MoE Inference Profiling & Roofline Analysis

Advisors: Prof. Zhiru Zhang, Yizhao Gao

Spring 2026 - MoE Inference Profiling & Roofline Analysis on 8×H100 GPUs

Phase 1: Real-Hardware Profiling

Profiled five models to track decode latency. Found that the slowest GPU consistently took ~33% longer on compute per layer than the fastest GPU due to token routing skew.

EP Wait Time Analysis Plot — Fig 1: Per-GPU MoE compute duration showing synchronization wait times.

Normalized Expert Load Heatmap — Fig 2: Normalized expert load highlighting token routing skew.

Phase 2: Roofline Modeling

Extended a simulator with a layer-by-layer Roofline model to classify layers as compute- or memory-bound.

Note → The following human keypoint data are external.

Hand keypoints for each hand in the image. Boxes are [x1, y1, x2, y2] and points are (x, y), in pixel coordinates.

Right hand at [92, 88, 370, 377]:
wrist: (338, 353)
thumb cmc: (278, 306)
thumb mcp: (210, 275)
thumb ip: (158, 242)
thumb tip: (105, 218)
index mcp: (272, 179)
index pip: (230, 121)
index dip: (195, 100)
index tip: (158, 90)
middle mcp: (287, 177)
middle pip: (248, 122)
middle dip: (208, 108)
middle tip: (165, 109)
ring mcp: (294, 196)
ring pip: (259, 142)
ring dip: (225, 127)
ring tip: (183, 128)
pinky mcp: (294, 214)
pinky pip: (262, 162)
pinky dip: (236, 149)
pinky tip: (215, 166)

Finding: Expert Parallelism overhead scales with expert intermediate size, not expert count.

Cross-Model EP vs TP Comparison — Fig 3: Cross-model comparison of Tensor vs Expert parallelism efficiency.

Mixtral-8x7B Roofline Plot — Fig 4: Mixtral-8x7B shows the widest gap between TP and EP efficiency.

Qwen3-235B Roofline Plot — Fig 5: Qwen3-235B compounds per-layer All-to-All overhead across 94 layers.

gpt-oss-120b Roofline Plot — Fig 6: gpt-oss-120b shows a moderate EP penalty.

DeepSeek-V2-Lite Roofline Plot — Fig 7: DeepSeek-V2-Lite TP and EP points overlap closely due to large shared experts.

Methodology & Stack

Generated a decode trace over 500 MATH problems and a prefill profile of 10k samples. Analyzed 836M+ CUDA events via SQLite. Built with SGLang, PyTorch, DCGM, and Matplotlib.

Summer 2026

Continuing research with the Zhang Group. Project scope TBD.